OPINION:
The National Association for the Advancement of Colored People (NAACP) on Tuesday unanimously adopted a resolution at its national convention in Kansas City condemning the Tea Party movement as - guess what? - racist. This is false, outrageous and no surprise. The NAACP is like a Talking G.I. Joe doll with a cord coiled into its back. Pull it, and G.I. Joe says something manly and combative. Pull the NAACP’s string. “Racism!” squawks the shopworn voice. Pull it again. “Bigotry!” it squeals, as it has so many times before.
The NAACP once was totally justified when it decried the racism and bigotry that the Jim Crow South’s Democrat-led governments mandated by law. In 2010, however, screaming “racism” sounds increasingly delusional, given that America is governed by a black man whom voters comfortably elected in November 2008 and wished well, largely across the political spectrum, on Inauguration Day 2009.
The NAACP’s original resolution sought to “repudiate the racism of the Tea Parties” and combat their supposed efforts to “push our country back to the pre-civil rights era.” This statement reportedly was toned down, although it was debated behind closed doors and will remain unseen until the NAACP’s board approves it in October.
If the Tea Party movement really is fueled by bias, why did it invite a black man like me to address one of the first Tea Parties in Washington on Feb. 26, 2009? Why would the movement’s supposed racists invite me to rally an even bigger Tea Party in Manhattan on July 1, 2009? Did prejudice inspire them to let David Webb, a black man, organize that Times Square event and also run the New York Tea Party? Did racial insensitivity lead the Tea Party to showcase Congress of Racial Equality national spokesman Niger Innis, Project 21’s Deneen Borelli and other black conservatives and free-marketeers?

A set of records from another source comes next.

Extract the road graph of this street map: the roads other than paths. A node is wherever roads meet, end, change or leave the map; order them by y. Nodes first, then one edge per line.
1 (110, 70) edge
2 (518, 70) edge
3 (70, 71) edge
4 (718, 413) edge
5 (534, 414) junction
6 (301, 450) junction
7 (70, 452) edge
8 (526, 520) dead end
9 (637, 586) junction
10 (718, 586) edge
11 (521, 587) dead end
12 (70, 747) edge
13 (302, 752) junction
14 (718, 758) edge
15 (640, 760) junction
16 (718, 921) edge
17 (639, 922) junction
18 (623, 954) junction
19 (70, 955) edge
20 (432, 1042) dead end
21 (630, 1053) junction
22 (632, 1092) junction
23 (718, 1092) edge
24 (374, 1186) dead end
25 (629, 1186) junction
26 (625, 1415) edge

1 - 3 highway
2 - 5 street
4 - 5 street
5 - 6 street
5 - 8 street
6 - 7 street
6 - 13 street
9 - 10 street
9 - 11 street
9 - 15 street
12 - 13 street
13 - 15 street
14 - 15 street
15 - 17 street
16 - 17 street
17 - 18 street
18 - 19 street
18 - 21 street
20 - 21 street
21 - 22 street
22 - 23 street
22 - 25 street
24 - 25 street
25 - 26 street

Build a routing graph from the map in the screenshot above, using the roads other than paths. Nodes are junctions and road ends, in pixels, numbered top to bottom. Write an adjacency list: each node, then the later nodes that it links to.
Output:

“In March, respected members of the Congressional Black Caucus reported that racial epithets were hurled at them as they passed by a Washington, DC health care protest,” the NAACP’s website states. “Civil rights legend John Lewis was called the ’n-word’ in the incident.”

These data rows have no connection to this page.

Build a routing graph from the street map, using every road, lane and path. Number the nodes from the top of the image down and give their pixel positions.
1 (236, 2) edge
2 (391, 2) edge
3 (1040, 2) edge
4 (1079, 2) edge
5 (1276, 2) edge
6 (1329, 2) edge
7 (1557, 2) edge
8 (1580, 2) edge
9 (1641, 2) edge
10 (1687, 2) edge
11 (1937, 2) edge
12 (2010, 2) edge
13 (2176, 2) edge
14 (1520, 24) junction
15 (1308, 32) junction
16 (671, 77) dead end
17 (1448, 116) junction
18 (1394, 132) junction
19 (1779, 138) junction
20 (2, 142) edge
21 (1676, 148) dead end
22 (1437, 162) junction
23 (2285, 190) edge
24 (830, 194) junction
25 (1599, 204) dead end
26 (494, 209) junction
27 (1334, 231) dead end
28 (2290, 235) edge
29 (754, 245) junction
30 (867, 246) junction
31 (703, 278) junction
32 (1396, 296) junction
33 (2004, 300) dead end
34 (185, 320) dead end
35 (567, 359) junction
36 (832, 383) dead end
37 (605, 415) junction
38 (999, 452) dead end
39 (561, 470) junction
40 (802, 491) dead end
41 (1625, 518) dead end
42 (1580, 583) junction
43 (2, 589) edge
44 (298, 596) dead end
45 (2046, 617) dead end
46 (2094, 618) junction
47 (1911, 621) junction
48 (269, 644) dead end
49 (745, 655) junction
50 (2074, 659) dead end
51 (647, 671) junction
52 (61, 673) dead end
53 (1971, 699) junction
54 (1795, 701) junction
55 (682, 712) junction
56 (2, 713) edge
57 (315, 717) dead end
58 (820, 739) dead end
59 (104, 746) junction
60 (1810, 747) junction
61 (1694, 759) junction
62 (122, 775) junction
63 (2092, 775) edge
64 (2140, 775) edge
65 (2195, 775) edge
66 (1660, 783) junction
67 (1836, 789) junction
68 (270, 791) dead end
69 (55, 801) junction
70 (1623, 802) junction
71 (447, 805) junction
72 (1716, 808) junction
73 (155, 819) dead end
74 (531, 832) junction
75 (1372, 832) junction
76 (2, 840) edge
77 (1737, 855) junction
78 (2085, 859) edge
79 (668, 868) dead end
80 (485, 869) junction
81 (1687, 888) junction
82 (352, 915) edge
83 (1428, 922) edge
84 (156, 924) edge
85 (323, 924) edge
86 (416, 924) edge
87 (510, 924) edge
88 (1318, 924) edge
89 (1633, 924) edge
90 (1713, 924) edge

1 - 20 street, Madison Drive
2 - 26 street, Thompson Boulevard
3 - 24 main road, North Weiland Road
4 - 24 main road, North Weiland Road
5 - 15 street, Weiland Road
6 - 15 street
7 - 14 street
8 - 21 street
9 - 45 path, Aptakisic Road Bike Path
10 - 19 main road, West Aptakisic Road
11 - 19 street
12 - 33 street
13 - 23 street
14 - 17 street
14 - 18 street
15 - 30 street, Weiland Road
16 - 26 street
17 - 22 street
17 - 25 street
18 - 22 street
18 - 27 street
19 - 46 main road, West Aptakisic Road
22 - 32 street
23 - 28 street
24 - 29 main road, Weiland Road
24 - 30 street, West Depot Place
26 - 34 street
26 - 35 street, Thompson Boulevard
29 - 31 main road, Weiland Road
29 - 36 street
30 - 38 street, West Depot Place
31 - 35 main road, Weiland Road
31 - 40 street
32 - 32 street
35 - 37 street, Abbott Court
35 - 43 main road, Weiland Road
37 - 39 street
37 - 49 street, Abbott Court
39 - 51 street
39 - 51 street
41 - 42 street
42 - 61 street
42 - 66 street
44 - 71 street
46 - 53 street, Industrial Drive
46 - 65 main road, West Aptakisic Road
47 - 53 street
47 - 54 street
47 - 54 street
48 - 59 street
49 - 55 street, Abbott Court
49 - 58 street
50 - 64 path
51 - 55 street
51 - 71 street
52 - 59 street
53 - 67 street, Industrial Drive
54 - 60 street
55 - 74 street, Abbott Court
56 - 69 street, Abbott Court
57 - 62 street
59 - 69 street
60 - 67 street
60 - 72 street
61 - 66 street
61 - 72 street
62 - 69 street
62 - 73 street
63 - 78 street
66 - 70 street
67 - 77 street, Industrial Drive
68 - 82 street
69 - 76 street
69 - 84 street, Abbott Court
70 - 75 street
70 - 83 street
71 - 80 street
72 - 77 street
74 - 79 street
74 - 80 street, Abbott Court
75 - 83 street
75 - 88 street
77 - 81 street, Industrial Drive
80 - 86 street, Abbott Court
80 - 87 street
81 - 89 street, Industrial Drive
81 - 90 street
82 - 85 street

Americans still wait to see video footage and/or hear audiotape that proves these oft-repeated accusations. Mr. Lewis, Georgia Democrat, and Rep. Andre Carson, Indiana Democrat, were encircled by TV cameras, radio news gear, cell-phone cameras and other recording devices. To date, none of them has yielded any sound or image of anybody lobbing racial insults. If such comments actually were uttered, the NAACP and its leftist allies would have played them over and over and over and over to embarrass and humiliate Republicans, conservatives and the supposedly racist Tea Party movement. In fact, no one has claimed conservative activist Andrew Breitbart’s $100,000 bounty for any documentary proof that those supposed race bombs ever were tossed at their targets.
Fox News Channel’s Sean Hannity on Tuesday night played video footage from four news cameras that had captured the exact moment last March 20 when Mr. Carson says “maybe 15 people” yelled the “n-word fifteen times” as he walked outside the U.S. Capitol. “They started surrounding us,” he added, referring to himself, Mr. Lewis, and Mr. Lewis’ chief of staff. “It was like a page out of a time machine.”
None of these four videotapes shows anything resembling Mr. Carson’s scenario.
“The camera never blinks,” newsman Dan Rather once wrote. It does not hallucinate, either.
Consider the Tea Party’s Contract From America, a pledge to which it holds its endorsed candidates (TheContract.org). Among 10 planks, it advocates a single-rate tax, a two-thirds-vote requirement for tax increases, Obamacare’s repeal and the defeat of “cap-and-trade” legislation. Nothing is even remotely related to race, ethnicity or identity. Wouldn’t bigots devote at least one of 10 reforms to something racial?
The Tea Party movement avoids racial issues and instead advances lower taxes and spending and greater fiscal discipline. These issues are neither black nor white. They are green.
New York commentator Deroy Murdock is a nationally syndicated columnist with the Scripps Howard News Service and a media fellow with Stanford’s Hoover Institution.